Why do groups capture the essence of symmetry?

[kexue]

Why do groups descibe symmetry? Why does a set which has an identity and inverse element, is closed under an abstract multplication operation and whose member obey the association law, captures symmetry?

Why is that?

thanks

 

[tiny-tim]

hi kexue!

the rotations on any geometric object are closed, obey the associative law, and have an inverse

so they always form a group …

and if the geometric object has a symmetry, that means that there's a geometric operation which if repeated an integral number of times gives you the geometric identity, so any element of a group which has a power equal to the identity of the group represents a geometric symmetry

 

[kexue]

the rotations on any geometric object are closed, obey the associative law, and have an inverse

so they always form a group …

But what about non-geometric objects and other symmetries than rotations? You mean we have a symmetry, translate it into some geometry, then rotate and translate it members and observe that the group laws are observed, so that finally we conclude symmetry is described by groups?

 

[tiny-tim]

But what about non-geometric objects … ?

perhaps i misunderstood your original question …

what did you mean by "symmetry" ?

 

[kexue]

My definition of symmetry, roughly and perhaps: you transform elements of an object and the object looks the same afterwards. Why capture the group laws this procedure?

Or a better question: why do groups define symmetry?

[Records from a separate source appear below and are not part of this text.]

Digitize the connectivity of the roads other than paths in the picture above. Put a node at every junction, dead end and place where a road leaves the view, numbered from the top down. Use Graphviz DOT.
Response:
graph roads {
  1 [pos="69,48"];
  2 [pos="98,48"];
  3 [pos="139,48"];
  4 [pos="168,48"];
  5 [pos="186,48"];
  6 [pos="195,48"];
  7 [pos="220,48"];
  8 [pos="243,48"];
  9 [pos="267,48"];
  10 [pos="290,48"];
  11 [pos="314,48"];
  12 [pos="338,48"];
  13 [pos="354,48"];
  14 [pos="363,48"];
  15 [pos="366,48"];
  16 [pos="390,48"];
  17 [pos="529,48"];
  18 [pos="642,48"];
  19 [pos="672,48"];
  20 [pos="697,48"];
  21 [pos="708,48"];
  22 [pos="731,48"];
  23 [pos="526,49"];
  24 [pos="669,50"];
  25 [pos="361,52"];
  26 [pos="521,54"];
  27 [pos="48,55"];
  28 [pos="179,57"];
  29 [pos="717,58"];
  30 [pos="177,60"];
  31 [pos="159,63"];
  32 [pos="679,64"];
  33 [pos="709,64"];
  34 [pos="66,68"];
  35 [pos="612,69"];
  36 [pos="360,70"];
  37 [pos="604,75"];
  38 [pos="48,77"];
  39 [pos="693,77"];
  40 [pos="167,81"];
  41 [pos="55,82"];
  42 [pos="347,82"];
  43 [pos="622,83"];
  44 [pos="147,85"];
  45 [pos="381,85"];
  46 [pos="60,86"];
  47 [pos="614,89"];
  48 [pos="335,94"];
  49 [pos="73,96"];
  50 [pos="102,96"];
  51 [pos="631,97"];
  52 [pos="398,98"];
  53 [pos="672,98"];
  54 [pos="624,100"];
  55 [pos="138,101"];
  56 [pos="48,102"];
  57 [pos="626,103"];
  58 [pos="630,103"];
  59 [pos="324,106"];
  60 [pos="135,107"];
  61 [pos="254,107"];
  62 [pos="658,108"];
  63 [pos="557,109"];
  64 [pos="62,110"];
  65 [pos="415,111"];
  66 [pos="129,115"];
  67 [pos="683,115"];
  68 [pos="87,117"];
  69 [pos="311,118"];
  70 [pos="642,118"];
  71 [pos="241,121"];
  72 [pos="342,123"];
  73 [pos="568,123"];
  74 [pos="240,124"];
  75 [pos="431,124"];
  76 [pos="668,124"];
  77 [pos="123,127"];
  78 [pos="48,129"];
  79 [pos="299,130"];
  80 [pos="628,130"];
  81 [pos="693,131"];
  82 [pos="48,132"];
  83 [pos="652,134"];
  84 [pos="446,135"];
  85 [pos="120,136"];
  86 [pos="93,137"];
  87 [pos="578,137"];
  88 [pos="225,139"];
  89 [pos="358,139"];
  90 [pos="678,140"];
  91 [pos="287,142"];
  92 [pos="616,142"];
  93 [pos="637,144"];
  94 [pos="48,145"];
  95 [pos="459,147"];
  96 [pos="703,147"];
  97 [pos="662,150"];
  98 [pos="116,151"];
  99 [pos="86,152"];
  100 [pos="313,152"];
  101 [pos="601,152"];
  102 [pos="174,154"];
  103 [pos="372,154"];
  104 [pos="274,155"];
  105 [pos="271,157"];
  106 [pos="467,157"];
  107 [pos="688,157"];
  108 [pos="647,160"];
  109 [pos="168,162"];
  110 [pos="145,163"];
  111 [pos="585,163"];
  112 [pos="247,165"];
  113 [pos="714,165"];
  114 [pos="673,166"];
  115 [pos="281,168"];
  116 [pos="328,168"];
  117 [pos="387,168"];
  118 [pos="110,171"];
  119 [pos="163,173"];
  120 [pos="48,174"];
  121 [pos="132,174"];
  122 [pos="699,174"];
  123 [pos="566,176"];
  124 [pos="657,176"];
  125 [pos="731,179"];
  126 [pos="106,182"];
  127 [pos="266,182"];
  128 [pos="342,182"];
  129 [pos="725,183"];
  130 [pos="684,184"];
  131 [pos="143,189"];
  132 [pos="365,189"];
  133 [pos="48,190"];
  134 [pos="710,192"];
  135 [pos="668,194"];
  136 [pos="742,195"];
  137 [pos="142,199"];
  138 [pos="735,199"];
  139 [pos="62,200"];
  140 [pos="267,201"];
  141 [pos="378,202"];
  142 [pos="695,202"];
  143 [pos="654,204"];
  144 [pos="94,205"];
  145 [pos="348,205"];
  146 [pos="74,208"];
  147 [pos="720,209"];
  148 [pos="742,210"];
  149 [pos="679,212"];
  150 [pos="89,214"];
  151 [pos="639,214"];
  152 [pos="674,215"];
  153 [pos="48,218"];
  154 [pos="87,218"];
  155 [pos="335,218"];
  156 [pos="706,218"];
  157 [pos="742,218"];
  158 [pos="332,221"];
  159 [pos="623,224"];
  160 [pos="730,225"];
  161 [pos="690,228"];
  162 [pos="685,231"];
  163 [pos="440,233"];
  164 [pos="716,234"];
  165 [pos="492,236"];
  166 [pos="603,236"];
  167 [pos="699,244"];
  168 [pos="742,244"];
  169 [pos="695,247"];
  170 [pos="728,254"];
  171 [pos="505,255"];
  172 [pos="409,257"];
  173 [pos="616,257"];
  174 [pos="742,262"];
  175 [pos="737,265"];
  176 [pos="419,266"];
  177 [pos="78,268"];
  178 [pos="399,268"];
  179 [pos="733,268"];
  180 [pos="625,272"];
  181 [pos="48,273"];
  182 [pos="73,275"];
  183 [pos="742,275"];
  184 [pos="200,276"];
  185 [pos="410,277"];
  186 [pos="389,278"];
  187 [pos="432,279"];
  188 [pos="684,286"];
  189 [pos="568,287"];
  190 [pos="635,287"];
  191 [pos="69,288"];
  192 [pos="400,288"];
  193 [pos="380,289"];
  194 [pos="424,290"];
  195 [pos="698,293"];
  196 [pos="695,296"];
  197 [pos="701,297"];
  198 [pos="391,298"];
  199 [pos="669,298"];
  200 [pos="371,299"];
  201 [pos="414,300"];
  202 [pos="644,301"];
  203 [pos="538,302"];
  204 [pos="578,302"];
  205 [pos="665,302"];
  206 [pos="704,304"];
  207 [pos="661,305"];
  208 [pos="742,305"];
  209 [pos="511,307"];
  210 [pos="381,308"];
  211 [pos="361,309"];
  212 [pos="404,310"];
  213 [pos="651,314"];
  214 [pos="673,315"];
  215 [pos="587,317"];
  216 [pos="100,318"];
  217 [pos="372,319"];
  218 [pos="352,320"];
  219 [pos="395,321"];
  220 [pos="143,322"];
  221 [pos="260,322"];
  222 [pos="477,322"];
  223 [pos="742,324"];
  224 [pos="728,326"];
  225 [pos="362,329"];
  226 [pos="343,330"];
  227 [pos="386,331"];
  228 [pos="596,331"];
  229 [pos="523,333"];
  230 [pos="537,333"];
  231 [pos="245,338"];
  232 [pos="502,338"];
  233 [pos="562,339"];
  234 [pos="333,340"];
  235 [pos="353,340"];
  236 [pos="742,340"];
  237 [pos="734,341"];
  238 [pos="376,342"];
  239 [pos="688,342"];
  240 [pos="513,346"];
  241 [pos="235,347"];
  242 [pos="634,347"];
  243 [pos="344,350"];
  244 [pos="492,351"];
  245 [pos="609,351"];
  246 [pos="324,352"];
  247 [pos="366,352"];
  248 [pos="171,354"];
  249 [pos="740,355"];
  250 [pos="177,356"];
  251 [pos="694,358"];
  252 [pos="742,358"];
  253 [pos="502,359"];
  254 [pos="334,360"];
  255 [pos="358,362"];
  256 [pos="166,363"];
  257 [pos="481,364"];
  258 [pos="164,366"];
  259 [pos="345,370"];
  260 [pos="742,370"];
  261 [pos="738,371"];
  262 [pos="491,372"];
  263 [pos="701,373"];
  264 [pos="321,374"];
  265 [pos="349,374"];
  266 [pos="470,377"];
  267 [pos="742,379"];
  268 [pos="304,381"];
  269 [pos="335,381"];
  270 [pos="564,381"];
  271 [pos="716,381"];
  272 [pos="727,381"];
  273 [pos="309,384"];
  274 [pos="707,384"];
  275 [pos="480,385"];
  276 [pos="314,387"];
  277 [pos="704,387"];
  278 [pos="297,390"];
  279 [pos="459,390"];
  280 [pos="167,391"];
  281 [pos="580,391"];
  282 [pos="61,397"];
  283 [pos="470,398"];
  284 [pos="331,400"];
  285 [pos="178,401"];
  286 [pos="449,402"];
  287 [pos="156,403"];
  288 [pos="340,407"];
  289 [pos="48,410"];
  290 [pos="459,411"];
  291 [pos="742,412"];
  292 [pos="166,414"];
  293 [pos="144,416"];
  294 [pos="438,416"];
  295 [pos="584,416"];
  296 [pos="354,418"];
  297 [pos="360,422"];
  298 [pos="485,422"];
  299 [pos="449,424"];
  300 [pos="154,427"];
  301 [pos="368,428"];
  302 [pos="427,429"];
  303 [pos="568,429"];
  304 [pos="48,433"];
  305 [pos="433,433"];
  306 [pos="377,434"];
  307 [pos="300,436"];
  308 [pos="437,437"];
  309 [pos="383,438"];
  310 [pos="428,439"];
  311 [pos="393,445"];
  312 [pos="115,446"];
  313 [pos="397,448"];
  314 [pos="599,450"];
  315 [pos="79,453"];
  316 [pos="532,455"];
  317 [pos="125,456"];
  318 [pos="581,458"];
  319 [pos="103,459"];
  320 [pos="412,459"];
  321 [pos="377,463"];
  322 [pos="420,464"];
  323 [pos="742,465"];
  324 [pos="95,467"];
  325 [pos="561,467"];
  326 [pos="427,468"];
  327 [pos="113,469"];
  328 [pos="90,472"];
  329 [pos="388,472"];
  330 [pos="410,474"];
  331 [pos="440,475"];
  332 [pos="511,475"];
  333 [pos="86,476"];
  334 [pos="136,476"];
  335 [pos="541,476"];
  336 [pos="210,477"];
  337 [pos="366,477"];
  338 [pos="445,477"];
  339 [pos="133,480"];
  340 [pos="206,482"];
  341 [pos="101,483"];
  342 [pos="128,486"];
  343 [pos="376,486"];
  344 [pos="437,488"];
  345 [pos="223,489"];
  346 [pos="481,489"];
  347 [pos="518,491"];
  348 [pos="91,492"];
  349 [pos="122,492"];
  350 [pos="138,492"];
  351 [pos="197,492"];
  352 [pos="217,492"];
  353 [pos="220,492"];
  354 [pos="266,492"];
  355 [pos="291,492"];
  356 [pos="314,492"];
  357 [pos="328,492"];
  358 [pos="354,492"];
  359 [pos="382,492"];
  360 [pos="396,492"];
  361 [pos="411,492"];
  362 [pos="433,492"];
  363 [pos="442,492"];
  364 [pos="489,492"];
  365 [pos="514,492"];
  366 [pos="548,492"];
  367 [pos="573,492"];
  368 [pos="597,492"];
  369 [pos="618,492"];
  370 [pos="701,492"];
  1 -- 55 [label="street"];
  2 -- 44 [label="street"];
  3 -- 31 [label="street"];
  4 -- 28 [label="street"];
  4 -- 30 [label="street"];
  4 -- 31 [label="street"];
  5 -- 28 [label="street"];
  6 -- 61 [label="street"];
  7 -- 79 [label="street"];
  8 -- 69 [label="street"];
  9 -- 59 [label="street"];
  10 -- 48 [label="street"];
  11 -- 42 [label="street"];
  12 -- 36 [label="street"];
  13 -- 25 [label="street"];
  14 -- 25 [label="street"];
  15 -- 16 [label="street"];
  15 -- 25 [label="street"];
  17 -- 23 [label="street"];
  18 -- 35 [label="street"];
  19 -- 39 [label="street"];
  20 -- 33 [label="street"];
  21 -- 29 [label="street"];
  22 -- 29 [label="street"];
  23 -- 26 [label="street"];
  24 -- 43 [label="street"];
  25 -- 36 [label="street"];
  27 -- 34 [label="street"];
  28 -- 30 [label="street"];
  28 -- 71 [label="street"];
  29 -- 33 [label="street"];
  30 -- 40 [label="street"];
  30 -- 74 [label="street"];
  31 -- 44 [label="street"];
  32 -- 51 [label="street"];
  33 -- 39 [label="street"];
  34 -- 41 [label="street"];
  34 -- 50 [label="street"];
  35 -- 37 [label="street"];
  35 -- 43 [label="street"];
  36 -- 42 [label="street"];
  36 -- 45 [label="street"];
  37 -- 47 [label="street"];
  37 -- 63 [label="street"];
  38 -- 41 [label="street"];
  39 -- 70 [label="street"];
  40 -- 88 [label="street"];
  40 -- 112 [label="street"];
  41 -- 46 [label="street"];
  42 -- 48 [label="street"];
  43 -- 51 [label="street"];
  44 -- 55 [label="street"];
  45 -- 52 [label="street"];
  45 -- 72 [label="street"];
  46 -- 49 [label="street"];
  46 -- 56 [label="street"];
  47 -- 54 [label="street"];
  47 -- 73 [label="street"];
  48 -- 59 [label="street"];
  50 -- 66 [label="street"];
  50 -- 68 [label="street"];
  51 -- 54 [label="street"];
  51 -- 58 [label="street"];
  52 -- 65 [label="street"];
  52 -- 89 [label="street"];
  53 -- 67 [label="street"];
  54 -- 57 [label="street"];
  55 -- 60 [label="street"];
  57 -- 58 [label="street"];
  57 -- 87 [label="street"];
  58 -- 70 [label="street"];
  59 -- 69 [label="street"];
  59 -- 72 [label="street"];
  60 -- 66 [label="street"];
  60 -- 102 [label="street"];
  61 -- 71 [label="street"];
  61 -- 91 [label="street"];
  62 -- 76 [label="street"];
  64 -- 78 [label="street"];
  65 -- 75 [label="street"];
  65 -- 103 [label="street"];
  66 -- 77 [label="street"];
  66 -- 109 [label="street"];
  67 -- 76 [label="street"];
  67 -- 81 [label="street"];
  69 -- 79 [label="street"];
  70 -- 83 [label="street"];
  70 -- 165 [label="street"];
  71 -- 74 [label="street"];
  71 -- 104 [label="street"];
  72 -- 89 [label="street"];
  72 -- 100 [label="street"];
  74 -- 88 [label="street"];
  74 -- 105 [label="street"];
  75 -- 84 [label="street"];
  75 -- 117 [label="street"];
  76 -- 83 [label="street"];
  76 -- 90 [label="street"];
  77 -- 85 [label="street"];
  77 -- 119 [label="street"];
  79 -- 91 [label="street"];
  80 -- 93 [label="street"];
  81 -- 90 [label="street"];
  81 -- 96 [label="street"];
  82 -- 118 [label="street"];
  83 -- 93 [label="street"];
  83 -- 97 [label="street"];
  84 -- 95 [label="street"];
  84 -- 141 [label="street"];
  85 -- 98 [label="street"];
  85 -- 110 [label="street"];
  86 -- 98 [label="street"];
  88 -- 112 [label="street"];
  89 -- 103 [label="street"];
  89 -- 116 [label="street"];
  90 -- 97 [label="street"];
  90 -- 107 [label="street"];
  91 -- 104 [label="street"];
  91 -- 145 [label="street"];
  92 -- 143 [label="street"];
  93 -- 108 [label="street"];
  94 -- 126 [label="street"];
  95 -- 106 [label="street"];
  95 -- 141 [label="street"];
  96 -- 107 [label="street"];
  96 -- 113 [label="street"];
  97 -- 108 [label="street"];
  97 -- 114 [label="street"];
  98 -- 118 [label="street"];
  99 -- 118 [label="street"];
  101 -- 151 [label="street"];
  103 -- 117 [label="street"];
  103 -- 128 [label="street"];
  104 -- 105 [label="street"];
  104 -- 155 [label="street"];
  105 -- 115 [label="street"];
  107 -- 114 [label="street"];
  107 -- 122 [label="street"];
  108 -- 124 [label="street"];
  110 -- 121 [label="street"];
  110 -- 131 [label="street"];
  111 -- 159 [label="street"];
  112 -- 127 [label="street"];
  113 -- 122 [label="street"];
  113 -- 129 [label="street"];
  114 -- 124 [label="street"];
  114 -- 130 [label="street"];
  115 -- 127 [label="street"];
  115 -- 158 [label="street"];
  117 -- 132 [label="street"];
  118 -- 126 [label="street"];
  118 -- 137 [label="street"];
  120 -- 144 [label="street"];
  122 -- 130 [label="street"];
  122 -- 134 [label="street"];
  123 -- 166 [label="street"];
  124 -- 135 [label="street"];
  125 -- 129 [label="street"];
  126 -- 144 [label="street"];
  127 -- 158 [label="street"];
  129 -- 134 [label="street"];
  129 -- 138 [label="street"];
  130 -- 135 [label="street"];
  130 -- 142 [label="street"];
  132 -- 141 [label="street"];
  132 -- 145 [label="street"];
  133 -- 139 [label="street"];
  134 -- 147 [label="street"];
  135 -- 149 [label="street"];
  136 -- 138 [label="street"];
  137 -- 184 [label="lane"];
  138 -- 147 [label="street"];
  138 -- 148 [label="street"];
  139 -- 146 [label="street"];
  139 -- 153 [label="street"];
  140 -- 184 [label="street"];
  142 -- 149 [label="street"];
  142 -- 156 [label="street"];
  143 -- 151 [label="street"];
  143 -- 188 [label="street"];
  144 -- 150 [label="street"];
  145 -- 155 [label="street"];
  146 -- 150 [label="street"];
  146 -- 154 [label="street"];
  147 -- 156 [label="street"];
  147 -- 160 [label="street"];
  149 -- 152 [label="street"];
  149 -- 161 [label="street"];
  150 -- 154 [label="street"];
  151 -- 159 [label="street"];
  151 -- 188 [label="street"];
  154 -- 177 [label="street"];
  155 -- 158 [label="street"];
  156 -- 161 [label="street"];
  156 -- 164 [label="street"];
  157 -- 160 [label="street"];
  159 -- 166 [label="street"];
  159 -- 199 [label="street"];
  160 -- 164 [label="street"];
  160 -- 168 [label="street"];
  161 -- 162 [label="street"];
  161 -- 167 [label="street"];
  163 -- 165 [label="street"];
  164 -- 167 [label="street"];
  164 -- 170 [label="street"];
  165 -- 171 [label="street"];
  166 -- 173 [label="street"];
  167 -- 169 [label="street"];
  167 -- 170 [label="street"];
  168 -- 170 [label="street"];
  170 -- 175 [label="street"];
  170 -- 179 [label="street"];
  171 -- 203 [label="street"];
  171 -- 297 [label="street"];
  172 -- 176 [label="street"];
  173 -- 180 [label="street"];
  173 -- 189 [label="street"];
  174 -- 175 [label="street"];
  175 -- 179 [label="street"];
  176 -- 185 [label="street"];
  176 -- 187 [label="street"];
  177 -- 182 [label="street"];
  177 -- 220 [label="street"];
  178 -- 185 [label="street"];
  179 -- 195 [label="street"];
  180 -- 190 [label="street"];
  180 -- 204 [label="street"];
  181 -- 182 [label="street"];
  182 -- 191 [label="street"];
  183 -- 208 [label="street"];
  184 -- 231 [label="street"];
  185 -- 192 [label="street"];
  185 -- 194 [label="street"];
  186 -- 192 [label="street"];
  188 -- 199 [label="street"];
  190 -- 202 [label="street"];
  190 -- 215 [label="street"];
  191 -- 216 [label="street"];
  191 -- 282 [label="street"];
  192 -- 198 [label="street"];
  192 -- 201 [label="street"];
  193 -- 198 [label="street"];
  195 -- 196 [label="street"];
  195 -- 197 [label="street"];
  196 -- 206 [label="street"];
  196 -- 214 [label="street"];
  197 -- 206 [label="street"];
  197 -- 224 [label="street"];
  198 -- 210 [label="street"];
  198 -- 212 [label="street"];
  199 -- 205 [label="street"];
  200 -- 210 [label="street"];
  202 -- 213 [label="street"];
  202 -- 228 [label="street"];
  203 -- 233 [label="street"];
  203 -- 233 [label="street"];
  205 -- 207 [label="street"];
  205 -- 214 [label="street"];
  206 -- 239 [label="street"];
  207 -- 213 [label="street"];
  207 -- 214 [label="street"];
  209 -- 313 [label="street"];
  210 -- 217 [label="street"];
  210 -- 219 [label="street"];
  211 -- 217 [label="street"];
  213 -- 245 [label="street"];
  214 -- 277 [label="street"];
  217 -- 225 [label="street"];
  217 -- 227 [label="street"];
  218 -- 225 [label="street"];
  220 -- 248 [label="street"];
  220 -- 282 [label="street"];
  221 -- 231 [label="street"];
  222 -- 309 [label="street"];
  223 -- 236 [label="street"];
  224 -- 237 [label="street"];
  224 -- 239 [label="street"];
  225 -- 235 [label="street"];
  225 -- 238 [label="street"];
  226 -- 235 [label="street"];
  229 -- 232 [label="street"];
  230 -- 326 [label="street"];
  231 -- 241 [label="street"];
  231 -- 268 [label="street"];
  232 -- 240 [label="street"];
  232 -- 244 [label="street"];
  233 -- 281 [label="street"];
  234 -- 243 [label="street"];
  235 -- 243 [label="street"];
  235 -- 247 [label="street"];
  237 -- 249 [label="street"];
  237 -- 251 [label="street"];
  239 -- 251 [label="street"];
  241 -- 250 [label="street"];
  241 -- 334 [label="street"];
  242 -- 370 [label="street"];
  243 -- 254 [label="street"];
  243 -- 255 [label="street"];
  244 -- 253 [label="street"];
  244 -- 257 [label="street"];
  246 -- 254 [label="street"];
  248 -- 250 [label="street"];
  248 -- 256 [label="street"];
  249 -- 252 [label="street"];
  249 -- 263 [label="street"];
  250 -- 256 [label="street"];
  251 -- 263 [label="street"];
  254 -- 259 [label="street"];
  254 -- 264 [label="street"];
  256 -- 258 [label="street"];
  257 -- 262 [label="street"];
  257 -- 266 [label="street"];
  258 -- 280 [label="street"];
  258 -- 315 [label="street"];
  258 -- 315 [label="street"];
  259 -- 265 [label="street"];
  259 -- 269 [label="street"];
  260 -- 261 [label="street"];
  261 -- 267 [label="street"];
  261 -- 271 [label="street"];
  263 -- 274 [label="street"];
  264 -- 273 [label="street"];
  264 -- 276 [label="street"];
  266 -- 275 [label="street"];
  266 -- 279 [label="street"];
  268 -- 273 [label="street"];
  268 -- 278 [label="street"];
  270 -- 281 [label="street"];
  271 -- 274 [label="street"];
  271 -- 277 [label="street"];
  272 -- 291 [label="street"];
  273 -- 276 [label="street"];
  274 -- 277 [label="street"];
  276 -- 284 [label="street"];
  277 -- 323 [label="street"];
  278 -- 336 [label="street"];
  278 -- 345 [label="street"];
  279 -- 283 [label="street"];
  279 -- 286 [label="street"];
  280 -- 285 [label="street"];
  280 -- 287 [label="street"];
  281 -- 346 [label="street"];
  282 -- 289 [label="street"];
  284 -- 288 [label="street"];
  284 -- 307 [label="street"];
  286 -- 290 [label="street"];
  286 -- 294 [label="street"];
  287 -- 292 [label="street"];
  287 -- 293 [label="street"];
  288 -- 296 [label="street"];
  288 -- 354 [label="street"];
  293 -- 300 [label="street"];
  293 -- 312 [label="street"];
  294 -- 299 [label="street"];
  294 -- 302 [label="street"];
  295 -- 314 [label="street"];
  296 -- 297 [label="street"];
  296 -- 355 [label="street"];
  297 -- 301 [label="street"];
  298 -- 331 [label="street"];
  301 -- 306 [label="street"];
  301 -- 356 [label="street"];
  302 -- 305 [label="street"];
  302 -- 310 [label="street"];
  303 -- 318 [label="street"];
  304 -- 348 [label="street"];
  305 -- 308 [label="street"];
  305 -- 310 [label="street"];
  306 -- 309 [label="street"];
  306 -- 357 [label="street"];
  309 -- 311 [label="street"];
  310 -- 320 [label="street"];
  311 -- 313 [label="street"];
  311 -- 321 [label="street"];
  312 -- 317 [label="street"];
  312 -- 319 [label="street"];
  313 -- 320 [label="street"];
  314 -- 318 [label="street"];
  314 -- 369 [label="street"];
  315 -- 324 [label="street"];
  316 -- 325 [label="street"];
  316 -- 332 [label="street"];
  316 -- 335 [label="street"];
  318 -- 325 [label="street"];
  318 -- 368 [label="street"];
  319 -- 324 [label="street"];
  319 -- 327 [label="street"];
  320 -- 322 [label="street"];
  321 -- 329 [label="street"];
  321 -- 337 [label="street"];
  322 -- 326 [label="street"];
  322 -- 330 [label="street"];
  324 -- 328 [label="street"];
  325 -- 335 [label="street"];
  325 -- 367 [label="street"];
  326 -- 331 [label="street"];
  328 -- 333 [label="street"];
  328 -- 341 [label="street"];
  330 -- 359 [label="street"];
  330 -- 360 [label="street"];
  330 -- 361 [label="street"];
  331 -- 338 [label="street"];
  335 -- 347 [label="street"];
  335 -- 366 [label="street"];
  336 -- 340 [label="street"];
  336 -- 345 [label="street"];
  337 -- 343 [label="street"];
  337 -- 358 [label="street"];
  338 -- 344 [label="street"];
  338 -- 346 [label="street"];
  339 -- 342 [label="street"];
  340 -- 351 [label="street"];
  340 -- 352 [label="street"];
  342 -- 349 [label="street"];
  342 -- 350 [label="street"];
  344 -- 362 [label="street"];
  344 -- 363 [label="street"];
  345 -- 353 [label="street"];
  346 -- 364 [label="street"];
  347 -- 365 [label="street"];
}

Why do we have symmetry when a set is group? (More then often is hard to see that we have symmetry in the sense I described above like transformaton of some point in space.)

 

[tiny-tim]

My definition of symmetry, roughly and perhaps: you transform elements of an object and the object looks the same afterwards.

well, then, we are talking about geometric objects, aren't we?

… why do groups define symmetry? Why do we have symmetry when a set is group?

we like to think in geometric terms, so when we define an abstract group, we like to find a geometric object (not necessarily in real space!) whose symmetries are represented by elements of the group

(More then often is hard to see that we have symmetry in the sense I described above like transformaton of some point in space.)

what do you mean by "transformaton of some point in space" ?

 

[A. Neumaier]

My definition of symmetry, roughly and perhaps: you transform elements of an object and the object looks the same afterwards. Why capture the group laws this procedure?

Because ''looking the same'' is made precise by saying that you can go back (form the inverse symmetry). it also implies that you can apply the same or another symmetry to the same-looking thing and get another same-looking thing, so that the product of two
symmetries is another symmetry. Therefore, the symmetries of an object always form a group.

Or a better question: why do groups define symmetry? Why do we have symmetry when a set is group? (More then often is hard to see that we have symmetry in the sense I described above like transformaton of some point in space.)

Lots of groups describe symmetries in 2 or 3 space dimensions, where one can identify it with the usual notion of symmetry. From there, one simply generalizes the notion of symmetry to more abstract objects in more abstract spaces, in a similar way as the notion of a number is generalized from the ''natural'' numbers 1,2,3,... to more and more unnatural numbers such as 0, -1 2/3, sqrt(2), 1+sqrt(-1).